12 thoughts on “Buttermilk Scones With Dried Cranberries

  1. Those scones look good. Would love to try out the recipe in the near future! Have you tried the recipe with real buttermilk? Whenever I buy buttermilk, I always end up throwing half away because I can’t finish it. If there are hardly any taste differences, I think I’ll just use your method.

    • I have tried real buttermilk, but like you, I too end up not finishing it and throwing it out. So I came out with this way of lemon juicing my milk and let it sit overnight. Love your post on Cafe Fable, I need to check this place out coz I am insanely crazy over vintage scandinavian design pieces! Saving my money for it. Any suggestions on local good singaporean food places?
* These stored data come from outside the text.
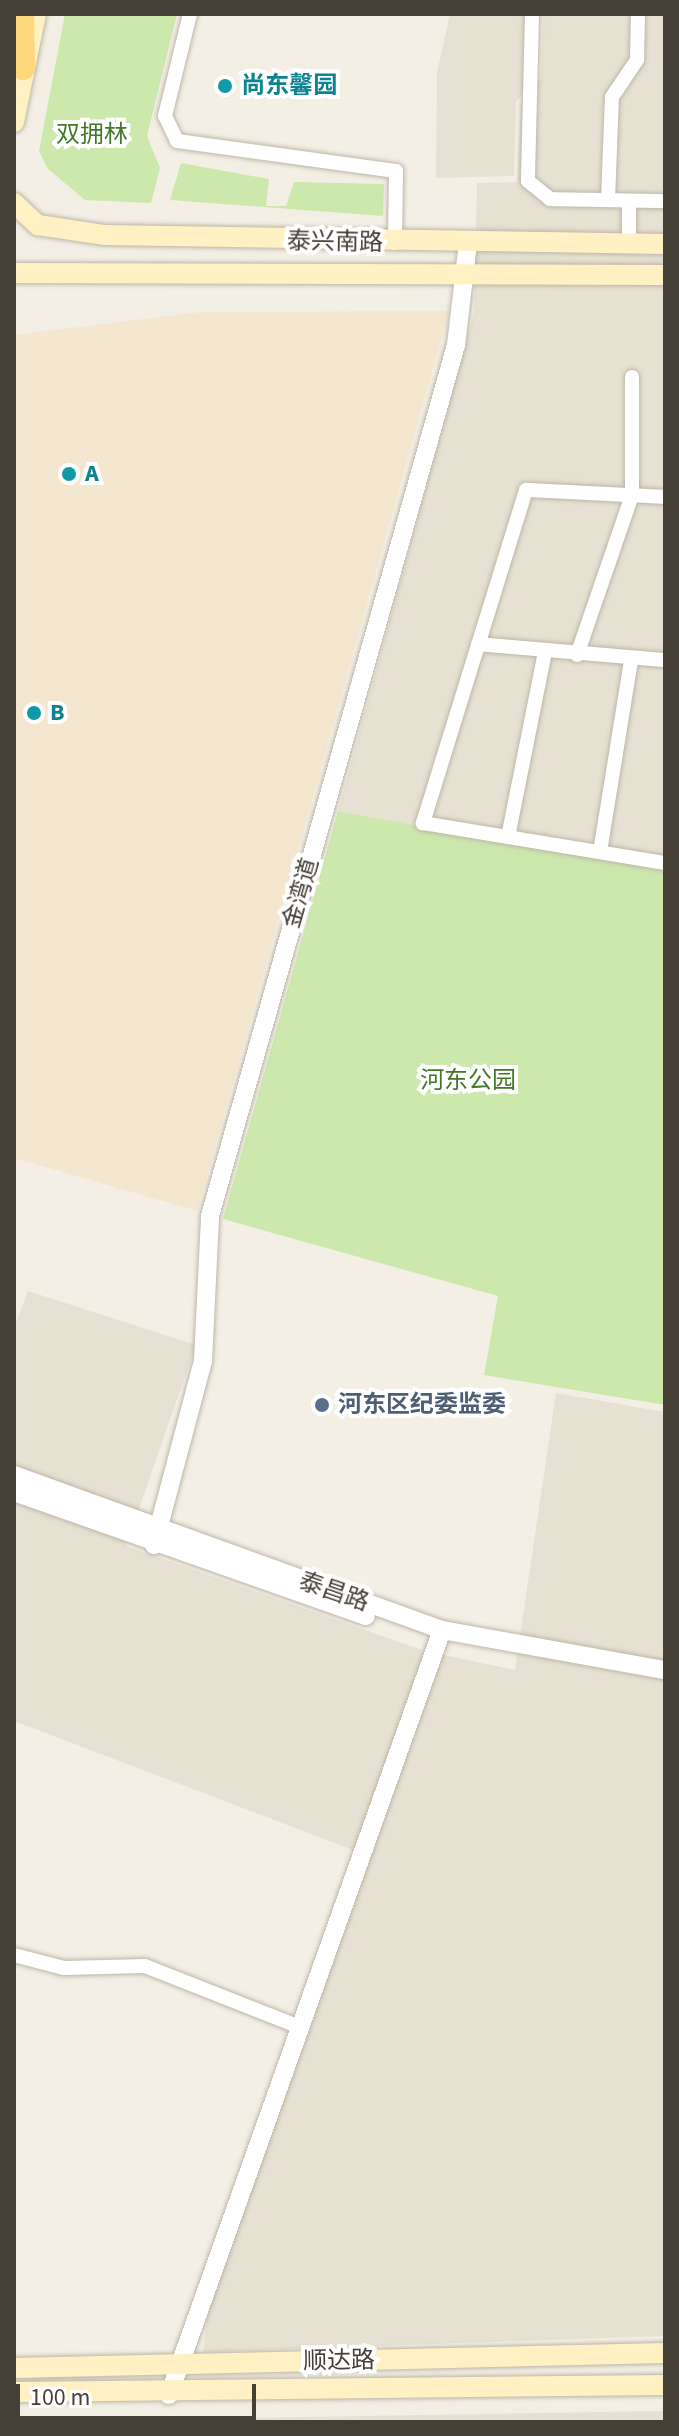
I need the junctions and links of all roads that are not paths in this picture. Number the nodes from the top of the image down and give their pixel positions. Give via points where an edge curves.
1 (22, 14) edge
2 (36, 14) edge
3 (190, 14) edge
4 (532, 14) edge
5 (638, 14) edge
6 (23, 68) junction
7 (14, 122) edge
8 (608, 200) junction
9 (629, 201) junction
10 (665, 201) edge
11 (14, 203) edge
12 (395, 243) junction
13 (468, 243) junction
14 (629, 244) junction
15 (665, 244) edge
16 (467, 271) junction
17 (14, 273) edge
18 (665, 275) edge
19 (632, 377) dead end
20 (632, 495) junction
21 (665, 497) edge
22 (478, 644) junction
23 (545, 651) junction
24 (577, 655) junction
25 (631, 660) junction
26 (665, 660) edge
27 (508, 837) junction
28 (600, 852) junction
29 (665, 863) edge
30 (14, 1475) edge
31 (14, 1492) edge
32 (156, 1538) junction
33 (440, 1635) junction
34 (665, 1670) edge
35 (665, 1682) edge
36 (14, 1955) edge
37 (302, 2028) junction
38 (665, 2353) edge
39 (14, 2354) edge
40 (91, 2362) junction
41 (178, 2364) junction
42 (14, 2368) edge
43 (665, 2385) edge
44 (14, 2392) edge
45 (169, 2395) junction
46 (91, 2396) junction
47 (14, 2407) edge

1 - 6 highway
2 - 6 main road
3 - 12 street via 165,116 177,141 396,171
4 - 8 street via 528,181 550,199
5 - 8 street via 637,60 612,97
6 - 7 main road
8 - 9 street
9 - 10 street
9 - 14 street
11 - 12 main road, 泰兴南路 via 38,225 72,232
12 - 13 main road, 泰兴南路
13 - 14 main road, 泰兴南路
13 - 16 street, 金湾道
14 - 15 main road, 泰兴南路
16 - 17 main road, 泰兴南路
16 - 18 main road, 泰兴南路
16 - 32 street, 金湾道 via 456,345 210,1216 203,1361
19 - 20 street
20 - 21 street
20 - 22 street via 526,490
20 - 24 street
22 - 23 street
22 - 27 street via 423,823
23 - 24 street
23 - 27 street
24 - 25 street
25 - 26 street
25 - 28 street
27 - 28 street
28 - 29 street
30 - 32 street, 泰昌路
31 - 32 street, 泰昌路
32 - 33 street, 泰昌路
33 - 34 street, 泰昌路
33 - 35 street, 泰昌路
33 - 37 street
36 - 37 street via 64,1968 145,1966
37 - 41 street
38 - 41 main road, 顺达路
39 - 40 main road
40 - 41 main road, 顺达路
40 - 42 main road, 顺达路
41 - 45 street
43 - 45 main road, 顺达路
44 - 46 main road, 顺达路
45 - 46 main road, 顺达路
46 - 47 main road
      • I don’t know about “singaporean” food places, but I do like Blue Ginger for Peranakan food. I suppose you already know about this place. I also like Jin Long Restaurant in Bedok, which serves very nice cze char.

  2. looks good searched for scone recipe and picked yours because of the picture… not a classic scone pic! just put them in the oven can’t wait to get results, — by the way I love your method of adding the liquids, it made it easy to make the PERFECT dough, which I have seemed to ruin the other times I have tried to make scones… EVERY TIME I made them too wet! I used dried bluberries and dried cherries. will let you know results:) PERFECT DOUGH, thanks again, after all it is the little things in life!!!

  3. UHHmazing!!!! I am from South Carolina. Here, people LOVE their biscuits! These scones are buttery and almost biscuity . I was looking for a little drier, tea style scone, but was very pleased with these. This is my new go to scone recipe. people in this area will enjoy these more, I think, than what I originally wanted, although I think if i had kneaded the dough like the recipe stated, they would probably be more dry (for folks who like that type of scone) … by the way , I have a milk free recipe butter free, too if you’re interested email me!! thank you and now i will follow your blog!…daff

      • you are welcome– by the way , I met with a couple of ladies today of entirely different age groups and from different parts of the country . I was so pleased with my scones I shared one with each of them. to my joy they were as excited about the texture and amazing level of flavor of the scones, i think, as I am. They each asked for the recipe 2 and 1/2 hours later ( so i knew the compliments were sincere LOL). Since I am more of a food cook and not a baker so much , you can surely understand my delight in the outcome of this recipe!!!! ( ps when I took them out of the oven, I (lightly) brushed them with coconut oil and a very tiny sprinkle of salt and then sprinkled a tablespoon of sugar over the batch. ok i am surprised to be so long winded on a response, but I am thankful and guess I wanted you to know!! thank you again

    • Hi Daff, let me know if you have questions regarding Malaysian food – it is so varied I don’t even know how to introduce you to it!

      • ok are there appetizers similar to egg rolls? and maybe a sauce? then a beef dish and a chicken dish if there are some. even if they are just appetizers. I am currently looking for recipes i can send for fast food lunch eater, and ways to stretch dinner meats to feed more people.I am interested in learning what spice combinations are popular there, also. thank you!